Now Reaction has re-released Lloyd’s 1985 solo album, which he has attentively re-mixed and re-mastered. A second disc accompanies Field of Fire with fresh recordings of the album’s original songs as well as completely new material. Just as unexpected as that flyer, the original Field of Fire is less enjoyable, interesting, and tasteful than the second disc, on all accounts the original’s superior.
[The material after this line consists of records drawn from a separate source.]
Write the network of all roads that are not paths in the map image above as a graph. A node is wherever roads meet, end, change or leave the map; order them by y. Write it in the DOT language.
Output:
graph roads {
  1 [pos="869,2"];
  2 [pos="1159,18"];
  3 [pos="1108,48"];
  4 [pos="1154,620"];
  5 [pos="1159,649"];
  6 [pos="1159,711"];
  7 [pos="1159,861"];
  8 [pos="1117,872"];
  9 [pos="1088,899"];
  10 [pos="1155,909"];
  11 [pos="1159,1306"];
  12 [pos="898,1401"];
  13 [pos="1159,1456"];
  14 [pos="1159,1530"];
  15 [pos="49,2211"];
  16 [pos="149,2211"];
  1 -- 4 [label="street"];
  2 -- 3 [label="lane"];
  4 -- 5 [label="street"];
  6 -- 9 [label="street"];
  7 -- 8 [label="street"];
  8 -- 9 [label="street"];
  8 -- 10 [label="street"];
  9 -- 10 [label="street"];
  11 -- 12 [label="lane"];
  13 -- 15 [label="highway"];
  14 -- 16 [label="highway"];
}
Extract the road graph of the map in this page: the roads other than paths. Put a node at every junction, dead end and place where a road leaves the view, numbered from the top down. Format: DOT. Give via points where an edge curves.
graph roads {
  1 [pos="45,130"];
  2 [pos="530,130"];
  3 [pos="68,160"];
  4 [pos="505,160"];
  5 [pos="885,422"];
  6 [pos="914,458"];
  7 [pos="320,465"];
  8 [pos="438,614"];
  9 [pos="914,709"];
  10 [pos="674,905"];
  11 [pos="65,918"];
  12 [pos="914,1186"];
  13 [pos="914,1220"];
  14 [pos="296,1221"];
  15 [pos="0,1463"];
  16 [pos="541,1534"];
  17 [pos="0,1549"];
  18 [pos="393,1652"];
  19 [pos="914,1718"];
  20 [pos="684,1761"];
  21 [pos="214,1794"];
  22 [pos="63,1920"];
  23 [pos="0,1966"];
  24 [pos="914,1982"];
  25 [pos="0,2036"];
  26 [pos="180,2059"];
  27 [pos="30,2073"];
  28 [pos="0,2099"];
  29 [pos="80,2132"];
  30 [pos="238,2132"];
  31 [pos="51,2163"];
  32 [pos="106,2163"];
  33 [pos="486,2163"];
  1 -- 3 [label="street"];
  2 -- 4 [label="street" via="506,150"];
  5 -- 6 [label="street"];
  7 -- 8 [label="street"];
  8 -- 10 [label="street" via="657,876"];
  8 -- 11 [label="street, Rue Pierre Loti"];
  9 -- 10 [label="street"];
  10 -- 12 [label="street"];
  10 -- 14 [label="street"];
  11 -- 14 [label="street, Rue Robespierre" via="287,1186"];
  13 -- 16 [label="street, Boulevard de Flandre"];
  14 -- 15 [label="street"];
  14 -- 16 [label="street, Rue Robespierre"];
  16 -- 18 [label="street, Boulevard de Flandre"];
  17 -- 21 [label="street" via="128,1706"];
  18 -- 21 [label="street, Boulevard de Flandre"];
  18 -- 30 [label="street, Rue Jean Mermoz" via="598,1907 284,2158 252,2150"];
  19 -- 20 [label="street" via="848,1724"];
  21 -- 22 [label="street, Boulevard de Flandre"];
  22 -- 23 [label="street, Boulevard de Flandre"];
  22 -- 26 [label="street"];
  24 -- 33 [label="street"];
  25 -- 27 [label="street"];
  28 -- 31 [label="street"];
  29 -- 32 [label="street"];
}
Field of Fire is primarily plagued by the age of its birth. Bad 80’s production values soak through its guitars and Lloyd’s overwrought, chorus-laden vocals. Lloyd doesn’t echo the cool New York swagger of Johnny Thunders; the proto-punk sounds depressingly like Bruce Springsteen, especially during a few big-as-U2 choruses. Some songs shimmer in more angularly melodic directions, but are still not really post-punk without the Television historical connection. Lloyd reaches his most poignant on “Pleading,”crying out, “I’m pleading, take away the pain” and leading us closer to New Order territory and further away from New Jersey.
Overall, the second disc’s cleaner production and more natural vocals makes Lloyd’s music more vibrant and modern, partly because it does have a more contemporary post-1985 production aesthetic. Yet, there are distinctly Lloyd elements – rhythm guitars pull off Heartbreakers’ glam beats and the sharply melodic solos are speedier than anything dubbed post-punk.
Richard Lloyd is a confusing figure – he tours with Television but also actively seeks guitar students; he re-releases old material but pairs it with new recordings that are better. I’m curious to see what comes next from Lloyd, but won’t be putting dollars down either way.